**WORK INSTRUCTION:** Down to the final line, return the records unchanged.

**** RECORDS SUPPLIED ****

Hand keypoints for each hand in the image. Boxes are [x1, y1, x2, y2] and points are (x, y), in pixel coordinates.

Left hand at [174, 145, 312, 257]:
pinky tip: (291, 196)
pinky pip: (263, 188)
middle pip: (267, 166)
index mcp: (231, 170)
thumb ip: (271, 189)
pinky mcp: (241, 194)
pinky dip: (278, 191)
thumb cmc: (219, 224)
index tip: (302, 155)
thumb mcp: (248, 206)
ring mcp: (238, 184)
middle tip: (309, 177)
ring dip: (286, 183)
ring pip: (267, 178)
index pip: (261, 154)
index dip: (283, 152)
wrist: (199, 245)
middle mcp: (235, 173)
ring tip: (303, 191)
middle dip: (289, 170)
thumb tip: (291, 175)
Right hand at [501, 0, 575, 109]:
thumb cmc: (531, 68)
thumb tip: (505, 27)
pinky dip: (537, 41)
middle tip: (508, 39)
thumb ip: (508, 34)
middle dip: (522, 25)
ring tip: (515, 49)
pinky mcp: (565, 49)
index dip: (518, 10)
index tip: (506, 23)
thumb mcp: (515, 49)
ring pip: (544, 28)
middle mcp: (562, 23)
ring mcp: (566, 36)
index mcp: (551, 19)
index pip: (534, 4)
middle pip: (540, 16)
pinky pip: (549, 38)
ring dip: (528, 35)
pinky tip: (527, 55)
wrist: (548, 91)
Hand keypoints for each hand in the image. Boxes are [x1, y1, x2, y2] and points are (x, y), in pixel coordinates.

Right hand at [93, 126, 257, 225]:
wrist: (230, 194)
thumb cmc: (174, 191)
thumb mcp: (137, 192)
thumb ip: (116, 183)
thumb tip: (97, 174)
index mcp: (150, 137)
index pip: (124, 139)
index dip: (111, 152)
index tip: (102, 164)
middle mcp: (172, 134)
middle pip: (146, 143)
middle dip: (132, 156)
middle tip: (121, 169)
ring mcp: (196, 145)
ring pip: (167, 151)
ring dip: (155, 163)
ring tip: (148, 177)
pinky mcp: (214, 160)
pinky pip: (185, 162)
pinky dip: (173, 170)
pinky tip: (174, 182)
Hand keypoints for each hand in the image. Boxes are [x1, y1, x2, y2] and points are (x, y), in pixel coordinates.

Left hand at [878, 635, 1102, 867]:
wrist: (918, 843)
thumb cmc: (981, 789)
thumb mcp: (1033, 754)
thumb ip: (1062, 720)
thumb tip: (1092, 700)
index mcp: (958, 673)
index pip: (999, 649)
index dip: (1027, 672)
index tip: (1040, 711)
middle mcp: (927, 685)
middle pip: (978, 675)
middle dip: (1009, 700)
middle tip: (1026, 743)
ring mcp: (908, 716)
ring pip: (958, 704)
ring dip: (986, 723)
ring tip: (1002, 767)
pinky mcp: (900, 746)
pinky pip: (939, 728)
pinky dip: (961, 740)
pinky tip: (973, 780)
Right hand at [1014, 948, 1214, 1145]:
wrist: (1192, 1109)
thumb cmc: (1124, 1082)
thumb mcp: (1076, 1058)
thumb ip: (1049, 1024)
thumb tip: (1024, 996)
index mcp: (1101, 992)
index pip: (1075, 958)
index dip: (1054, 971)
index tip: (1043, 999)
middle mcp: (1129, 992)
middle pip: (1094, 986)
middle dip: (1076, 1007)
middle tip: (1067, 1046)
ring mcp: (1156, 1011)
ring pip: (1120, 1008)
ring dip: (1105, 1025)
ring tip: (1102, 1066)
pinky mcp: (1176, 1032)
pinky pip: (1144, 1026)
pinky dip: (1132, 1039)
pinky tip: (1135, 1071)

****

**SOLUTION TO THE EXERCISE:**
Hand keypoints for each hand in the image. Boxes are [x1, y1, x2, y2] and points are (x, y), in pixel coordinates.

Left hand at [174, 145, 312, 257]:
pinky tip: (291, 196)
pinky pip: (263, 188)
middle pip: (267, 166)
index mcp: (231, 170)
thumb ip: (271, 189)
pinky mcp: (241, 194)
pinky dip: (278, 191)
thumb cmc: (219, 224)
index tip: (302, 155)
thumb mcp: (248, 206)
ring mcp: (238, 184)
middle tip: (309, 177)
ring dip: (286, 183)
ring pip: (267, 178)
index pip: (261, 154)
index dip: (283, 152)
wrist: (199, 245)
middle mcp: (235, 173)
ring tip: (303, 191)
middle dip: (289, 170)
thumb tip: (291, 175)
Right hand at [501, 0, 575, 109]:
thumb cmc: (531, 68)
thumb tip: (505, 27)
pinky dip: (537, 41)
middle tip: (508, 39)
thumb ip: (508, 34)
middle dip: (522, 25)
ring tip: (515, 49)
pinky mcp: (565, 49)
index dip: (518, 10)
index tip: (506, 23)
thumb mcp: (515, 49)
ring pip: (544, 28)
middle mcp: (562, 23)
ring mcp: (566, 36)
index mcp: (551, 19)
index pip: (534, 4)
middle pip: (540, 16)
pinky pip: (549, 38)
ring dip: (528, 35)
pinky tip: (527, 55)
wrist: (548, 91)
Hand keypoints for each hand in the image. Boxes are [x1, y1, x2, y2] and points are (x, y), in pixel coordinates.

Right hand at [93, 126, 257, 225]:
wrist: (230, 194)
thumb cmc: (174, 191)
thumb mcp: (137, 192)
thumb ip: (116, 183)
thumb tip: (97, 174)
index mcp: (150, 137)
index pip: (124, 139)
index dip: (111, 152)
index tip: (102, 164)
middle mcp: (172, 134)
middle pip: (146, 143)
middle dip: (132, 156)
middle tip: (121, 169)
ring mcp: (196, 145)
ring pip: (167, 151)
ring dip: (155, 163)
ring tip: (148, 177)
pinky mcp: (214, 160)
pinky pip: (185, 162)
pinky dip: (173, 170)
pinky tip: (174, 182)
Hand keypoints for each hand in the image. Boxes are [x1, y1, x2, y2] and points are (x, y), in pixel coordinates.

Left hand at [878, 635, 1102, 867]:
wrist: (918, 843)
thumb cmc: (981, 789)
thumb mcp: (1033, 754)
thumb ip: (1062, 720)
thumb tip: (1092, 700)
index mcp: (958, 673)
index pip: (999, 649)
index dip: (1027, 672)
index tip: (1040, 711)
middle mcp: (927, 685)
middle pip: (978, 675)
middle dip: (1009, 700)
middle tip: (1026, 743)
ring mcp: (908, 716)
ring pip: (958, 704)
ring dip: (986, 723)
ring tip: (1002, 767)
pinky mcp: (900, 746)
pinky pip: (939, 728)
pinky dip: (961, 740)
pinky tip: (973, 780)
Right hand at [1014, 948, 1214, 1145]:
wrist: (1192, 1109)
thumb cmc: (1124, 1082)
thumb mcp: (1076, 1058)
thumb ip: (1049, 1024)
thumb tip: (1024, 996)
index mcp: (1101, 992)
index pip: (1075, 958)
index dip: (1054, 971)
index tip: (1043, 999)
middle mcp: (1129, 992)
middle pip: (1094, 986)
middle dip: (1076, 1007)
middle tip: (1067, 1046)
ring mcp: (1156, 1011)
ring pip: (1120, 1008)
ring dip: (1105, 1025)
ring tip: (1102, 1066)
pinky mcp: (1176, 1032)
pinky pip: (1144, 1026)
pinky dip: (1132, 1039)
pinky tip: (1135, 1071)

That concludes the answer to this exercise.